En el siglo XXI conviven repúblicas y monarquías como formas políticas de Estado plenamente aceptadas entre las naciones democráticas, sin que pueda sostenerse, con un mínimo de rigor, que una monarquía parlamentaria necesariamente haya de ser una institución absolutista, incompatible con el Estado de Derecho, con la separación de poderes, con la soberanía popular o con el respeto a los derechos humanos. La calidad democrática se mide por baremos y parámetros de otra índole. Por ejemplo, los casos de Japón y España.
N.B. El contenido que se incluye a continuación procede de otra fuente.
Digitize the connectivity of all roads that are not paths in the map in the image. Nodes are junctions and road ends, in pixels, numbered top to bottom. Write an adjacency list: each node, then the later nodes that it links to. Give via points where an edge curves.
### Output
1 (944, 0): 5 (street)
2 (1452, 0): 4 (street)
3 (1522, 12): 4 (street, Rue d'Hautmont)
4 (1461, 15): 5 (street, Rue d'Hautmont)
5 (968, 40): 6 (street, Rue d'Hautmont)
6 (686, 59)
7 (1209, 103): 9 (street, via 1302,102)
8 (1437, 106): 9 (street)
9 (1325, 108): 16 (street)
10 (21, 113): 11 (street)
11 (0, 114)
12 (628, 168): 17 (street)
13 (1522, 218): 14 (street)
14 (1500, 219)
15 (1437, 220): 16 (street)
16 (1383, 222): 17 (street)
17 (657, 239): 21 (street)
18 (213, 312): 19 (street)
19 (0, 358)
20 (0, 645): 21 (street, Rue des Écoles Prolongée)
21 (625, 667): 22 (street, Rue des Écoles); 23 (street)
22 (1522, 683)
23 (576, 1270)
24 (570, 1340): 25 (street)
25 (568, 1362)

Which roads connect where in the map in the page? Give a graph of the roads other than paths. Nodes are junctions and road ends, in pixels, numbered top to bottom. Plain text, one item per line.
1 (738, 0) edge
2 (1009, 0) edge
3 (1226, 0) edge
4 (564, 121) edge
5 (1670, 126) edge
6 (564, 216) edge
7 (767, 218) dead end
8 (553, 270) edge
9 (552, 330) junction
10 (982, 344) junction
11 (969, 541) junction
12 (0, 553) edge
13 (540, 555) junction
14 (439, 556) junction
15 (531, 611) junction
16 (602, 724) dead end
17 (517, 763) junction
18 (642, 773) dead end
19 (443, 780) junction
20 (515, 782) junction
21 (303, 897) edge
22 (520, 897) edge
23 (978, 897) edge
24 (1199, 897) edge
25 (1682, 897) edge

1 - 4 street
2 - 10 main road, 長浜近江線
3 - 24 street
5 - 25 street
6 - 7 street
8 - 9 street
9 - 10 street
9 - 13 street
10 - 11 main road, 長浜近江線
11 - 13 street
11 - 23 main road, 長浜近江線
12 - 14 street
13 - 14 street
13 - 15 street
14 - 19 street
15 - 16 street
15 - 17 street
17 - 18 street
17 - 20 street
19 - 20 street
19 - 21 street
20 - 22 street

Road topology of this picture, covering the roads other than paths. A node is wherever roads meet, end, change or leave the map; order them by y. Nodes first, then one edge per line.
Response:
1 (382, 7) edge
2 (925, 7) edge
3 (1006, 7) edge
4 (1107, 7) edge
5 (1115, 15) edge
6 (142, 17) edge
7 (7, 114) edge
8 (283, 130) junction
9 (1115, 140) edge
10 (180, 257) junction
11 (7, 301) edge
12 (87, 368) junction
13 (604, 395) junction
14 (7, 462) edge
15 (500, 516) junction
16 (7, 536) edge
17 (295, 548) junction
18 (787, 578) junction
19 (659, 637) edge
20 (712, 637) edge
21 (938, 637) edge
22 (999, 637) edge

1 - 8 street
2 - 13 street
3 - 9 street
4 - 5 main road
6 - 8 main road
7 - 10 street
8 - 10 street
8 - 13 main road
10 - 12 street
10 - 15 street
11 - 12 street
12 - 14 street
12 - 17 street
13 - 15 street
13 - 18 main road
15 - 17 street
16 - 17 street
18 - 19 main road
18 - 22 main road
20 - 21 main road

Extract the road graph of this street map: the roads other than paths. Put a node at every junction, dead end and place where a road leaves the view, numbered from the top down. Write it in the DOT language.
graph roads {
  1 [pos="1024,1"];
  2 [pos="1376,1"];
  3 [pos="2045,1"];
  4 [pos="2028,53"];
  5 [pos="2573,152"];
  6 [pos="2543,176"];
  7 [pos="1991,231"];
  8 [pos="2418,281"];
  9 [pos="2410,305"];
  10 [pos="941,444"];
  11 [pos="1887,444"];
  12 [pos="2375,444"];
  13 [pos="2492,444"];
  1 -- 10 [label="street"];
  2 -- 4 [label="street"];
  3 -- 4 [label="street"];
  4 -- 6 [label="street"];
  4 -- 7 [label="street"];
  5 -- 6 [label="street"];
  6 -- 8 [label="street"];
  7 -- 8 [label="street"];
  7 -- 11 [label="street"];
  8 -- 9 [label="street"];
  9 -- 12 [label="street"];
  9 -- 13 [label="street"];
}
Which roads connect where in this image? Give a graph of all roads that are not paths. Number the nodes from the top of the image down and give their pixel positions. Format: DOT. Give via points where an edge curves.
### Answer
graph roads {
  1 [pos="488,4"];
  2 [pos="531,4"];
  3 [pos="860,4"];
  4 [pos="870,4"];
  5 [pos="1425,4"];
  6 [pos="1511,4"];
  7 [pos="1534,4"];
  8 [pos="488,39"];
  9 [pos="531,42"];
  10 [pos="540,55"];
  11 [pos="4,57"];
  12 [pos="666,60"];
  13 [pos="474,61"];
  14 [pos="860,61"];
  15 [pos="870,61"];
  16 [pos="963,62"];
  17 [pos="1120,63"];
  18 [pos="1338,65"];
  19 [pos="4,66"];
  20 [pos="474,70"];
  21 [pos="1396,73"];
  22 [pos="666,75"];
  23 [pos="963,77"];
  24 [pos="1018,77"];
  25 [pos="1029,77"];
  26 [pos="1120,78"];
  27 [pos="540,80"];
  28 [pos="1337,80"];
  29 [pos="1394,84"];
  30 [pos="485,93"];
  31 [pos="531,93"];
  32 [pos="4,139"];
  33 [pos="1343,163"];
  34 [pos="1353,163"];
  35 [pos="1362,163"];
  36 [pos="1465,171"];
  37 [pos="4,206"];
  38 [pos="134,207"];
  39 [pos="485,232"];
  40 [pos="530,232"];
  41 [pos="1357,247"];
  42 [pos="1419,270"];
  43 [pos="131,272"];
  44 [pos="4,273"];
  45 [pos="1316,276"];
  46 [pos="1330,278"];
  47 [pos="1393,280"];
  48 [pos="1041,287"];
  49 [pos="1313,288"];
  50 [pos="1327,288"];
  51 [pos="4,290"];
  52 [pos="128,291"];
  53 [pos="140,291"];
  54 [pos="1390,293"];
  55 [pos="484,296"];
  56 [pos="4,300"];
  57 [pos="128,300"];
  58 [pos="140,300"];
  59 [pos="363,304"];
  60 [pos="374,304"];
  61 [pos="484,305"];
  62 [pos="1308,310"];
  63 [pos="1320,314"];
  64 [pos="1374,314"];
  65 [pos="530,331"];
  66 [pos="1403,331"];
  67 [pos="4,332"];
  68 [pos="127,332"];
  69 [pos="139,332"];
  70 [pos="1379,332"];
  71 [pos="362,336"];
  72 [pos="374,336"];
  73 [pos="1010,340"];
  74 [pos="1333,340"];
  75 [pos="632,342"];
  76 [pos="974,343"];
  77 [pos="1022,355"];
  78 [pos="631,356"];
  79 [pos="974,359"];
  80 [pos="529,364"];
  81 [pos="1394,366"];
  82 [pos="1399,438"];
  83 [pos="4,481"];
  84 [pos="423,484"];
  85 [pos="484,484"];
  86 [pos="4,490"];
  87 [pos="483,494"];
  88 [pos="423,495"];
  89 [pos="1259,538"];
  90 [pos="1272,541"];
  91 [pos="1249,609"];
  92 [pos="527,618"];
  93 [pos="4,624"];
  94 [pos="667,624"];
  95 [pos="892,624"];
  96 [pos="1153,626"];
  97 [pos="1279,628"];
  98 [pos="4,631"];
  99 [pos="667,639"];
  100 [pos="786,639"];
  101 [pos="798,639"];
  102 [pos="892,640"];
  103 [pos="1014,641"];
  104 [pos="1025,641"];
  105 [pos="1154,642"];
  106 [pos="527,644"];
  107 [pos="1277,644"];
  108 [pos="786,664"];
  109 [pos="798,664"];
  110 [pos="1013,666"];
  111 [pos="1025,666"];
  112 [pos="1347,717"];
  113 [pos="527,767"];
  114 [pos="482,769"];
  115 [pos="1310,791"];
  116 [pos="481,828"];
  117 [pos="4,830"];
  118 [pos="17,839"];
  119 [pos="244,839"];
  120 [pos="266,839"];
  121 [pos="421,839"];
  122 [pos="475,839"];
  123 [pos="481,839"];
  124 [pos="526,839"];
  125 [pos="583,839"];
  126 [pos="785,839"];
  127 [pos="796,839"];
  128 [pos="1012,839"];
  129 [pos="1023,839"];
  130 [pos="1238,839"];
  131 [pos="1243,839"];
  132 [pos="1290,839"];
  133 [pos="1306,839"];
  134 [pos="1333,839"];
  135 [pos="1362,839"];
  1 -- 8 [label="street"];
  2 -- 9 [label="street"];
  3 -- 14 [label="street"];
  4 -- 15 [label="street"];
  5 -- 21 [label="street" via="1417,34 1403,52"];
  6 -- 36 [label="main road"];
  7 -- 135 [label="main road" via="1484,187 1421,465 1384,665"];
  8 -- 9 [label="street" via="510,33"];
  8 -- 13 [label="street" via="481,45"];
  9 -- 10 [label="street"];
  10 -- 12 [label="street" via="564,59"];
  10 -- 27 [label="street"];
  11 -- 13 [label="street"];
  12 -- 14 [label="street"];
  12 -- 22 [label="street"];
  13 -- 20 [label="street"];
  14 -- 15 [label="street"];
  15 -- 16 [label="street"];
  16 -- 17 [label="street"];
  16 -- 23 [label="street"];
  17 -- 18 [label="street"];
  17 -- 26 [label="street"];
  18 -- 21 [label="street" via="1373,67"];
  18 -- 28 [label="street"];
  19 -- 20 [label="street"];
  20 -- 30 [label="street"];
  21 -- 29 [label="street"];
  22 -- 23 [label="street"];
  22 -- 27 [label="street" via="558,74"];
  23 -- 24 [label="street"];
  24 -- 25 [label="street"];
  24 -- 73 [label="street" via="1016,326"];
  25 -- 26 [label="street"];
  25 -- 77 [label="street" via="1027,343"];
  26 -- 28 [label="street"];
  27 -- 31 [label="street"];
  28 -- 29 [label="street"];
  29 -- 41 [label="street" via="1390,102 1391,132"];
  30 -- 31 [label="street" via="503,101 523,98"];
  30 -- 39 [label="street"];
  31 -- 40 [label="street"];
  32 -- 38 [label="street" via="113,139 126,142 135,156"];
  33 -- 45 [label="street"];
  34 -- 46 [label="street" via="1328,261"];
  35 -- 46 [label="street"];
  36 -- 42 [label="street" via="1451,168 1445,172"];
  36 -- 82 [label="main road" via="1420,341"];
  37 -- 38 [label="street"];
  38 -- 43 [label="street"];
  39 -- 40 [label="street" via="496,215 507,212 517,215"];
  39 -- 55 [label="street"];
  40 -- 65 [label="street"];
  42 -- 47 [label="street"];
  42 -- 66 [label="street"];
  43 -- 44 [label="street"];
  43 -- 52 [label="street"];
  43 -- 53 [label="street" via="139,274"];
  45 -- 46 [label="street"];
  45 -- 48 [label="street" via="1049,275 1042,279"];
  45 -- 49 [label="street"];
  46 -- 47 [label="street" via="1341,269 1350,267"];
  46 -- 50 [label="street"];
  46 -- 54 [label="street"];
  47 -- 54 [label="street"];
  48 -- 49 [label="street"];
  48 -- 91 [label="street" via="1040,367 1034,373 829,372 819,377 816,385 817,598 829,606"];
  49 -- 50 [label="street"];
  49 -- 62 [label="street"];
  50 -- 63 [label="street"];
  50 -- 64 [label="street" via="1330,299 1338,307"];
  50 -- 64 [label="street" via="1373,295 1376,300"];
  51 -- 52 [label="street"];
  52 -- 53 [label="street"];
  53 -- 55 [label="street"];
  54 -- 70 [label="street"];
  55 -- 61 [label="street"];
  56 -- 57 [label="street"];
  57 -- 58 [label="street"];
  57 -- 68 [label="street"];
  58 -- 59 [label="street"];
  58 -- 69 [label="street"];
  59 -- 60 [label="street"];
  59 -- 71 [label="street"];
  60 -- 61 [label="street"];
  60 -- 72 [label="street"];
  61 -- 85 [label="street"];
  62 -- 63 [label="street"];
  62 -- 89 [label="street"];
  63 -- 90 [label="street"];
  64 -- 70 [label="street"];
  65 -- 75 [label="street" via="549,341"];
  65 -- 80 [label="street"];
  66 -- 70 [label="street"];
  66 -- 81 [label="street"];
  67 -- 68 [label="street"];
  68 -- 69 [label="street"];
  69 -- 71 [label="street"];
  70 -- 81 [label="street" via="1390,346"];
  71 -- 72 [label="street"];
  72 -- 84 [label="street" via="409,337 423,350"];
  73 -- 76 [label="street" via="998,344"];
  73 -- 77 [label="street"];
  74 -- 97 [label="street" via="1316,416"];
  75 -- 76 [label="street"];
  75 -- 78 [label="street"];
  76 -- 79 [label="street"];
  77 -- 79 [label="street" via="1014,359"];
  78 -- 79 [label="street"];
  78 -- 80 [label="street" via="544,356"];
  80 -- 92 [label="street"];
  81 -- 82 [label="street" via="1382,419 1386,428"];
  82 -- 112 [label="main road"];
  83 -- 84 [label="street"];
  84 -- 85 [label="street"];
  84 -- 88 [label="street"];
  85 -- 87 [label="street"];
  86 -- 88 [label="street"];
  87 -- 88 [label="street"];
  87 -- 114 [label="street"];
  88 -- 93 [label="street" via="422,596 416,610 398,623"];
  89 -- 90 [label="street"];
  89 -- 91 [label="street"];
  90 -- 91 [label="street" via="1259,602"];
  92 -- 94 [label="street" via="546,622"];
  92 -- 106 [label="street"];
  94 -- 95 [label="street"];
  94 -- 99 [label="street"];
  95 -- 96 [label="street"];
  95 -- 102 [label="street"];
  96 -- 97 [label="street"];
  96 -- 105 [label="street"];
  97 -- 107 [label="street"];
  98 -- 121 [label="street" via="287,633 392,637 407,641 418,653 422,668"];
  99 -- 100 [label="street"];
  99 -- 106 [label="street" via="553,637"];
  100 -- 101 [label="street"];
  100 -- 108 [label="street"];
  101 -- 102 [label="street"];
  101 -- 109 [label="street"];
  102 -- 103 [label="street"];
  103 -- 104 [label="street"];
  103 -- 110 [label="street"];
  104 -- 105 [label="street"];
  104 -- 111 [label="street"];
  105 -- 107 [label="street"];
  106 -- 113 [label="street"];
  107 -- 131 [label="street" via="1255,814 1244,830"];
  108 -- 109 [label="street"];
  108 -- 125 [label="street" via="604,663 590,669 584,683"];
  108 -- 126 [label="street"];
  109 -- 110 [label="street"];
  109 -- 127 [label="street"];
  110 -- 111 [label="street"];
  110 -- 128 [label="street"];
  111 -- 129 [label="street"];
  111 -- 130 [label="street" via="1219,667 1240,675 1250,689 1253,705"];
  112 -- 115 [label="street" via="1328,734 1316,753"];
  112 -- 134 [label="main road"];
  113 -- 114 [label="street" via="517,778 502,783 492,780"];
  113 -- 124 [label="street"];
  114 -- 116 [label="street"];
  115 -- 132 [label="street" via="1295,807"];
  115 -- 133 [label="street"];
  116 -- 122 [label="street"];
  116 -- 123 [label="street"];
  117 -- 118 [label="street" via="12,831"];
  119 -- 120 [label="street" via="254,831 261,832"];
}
Hoy, ambos países tienen en común ser democracias que se han dado a sí mismas monarquías de corte parlamentario-simbólico que coinciden en no reconocer más que una soberanía, la del pueblo, y donde Rey y Tennô (emperador) se deben por entero a la voluntad popular, con sometimiento riguroso a la Constitución, desposeídos de poder político y encumbrados a ser guardianes de la tradición y símbolos de sus respectivas naciones y pueblos. Y así continuará siendo mientras el pueblo así lo sienta, basándose sus lazos de unión en el afecto mutuo y el respeto institucional, mientras dure.
De lo divino a lo humano
Históricamente, el tennô ha alternado periodos de alejamiento del centro de poder sustantivo, retirado y al margen de su ejercicio, con otros periodos –tal vez los menos, aunque determinantes– en que ostentaba poder real o, mejor dicho, poder real imperial. Una primera etapa se situaría entre los siglos II al VII, caracterizada por la formación del Estado Federativo de Clanes, donde coexistían autoridades religiosas y políticas. Ahí surge el sintoísmo, que adopta como objeto de culto la dualidad de autoridades. Una segunda etapa, entre los años 607-947, es testigo del abandono progresivo de la duplicidad del poder hasta llegar a una reunificación del poder político en manos del tennô, mediante los códigos Ritsuryô: un sistema…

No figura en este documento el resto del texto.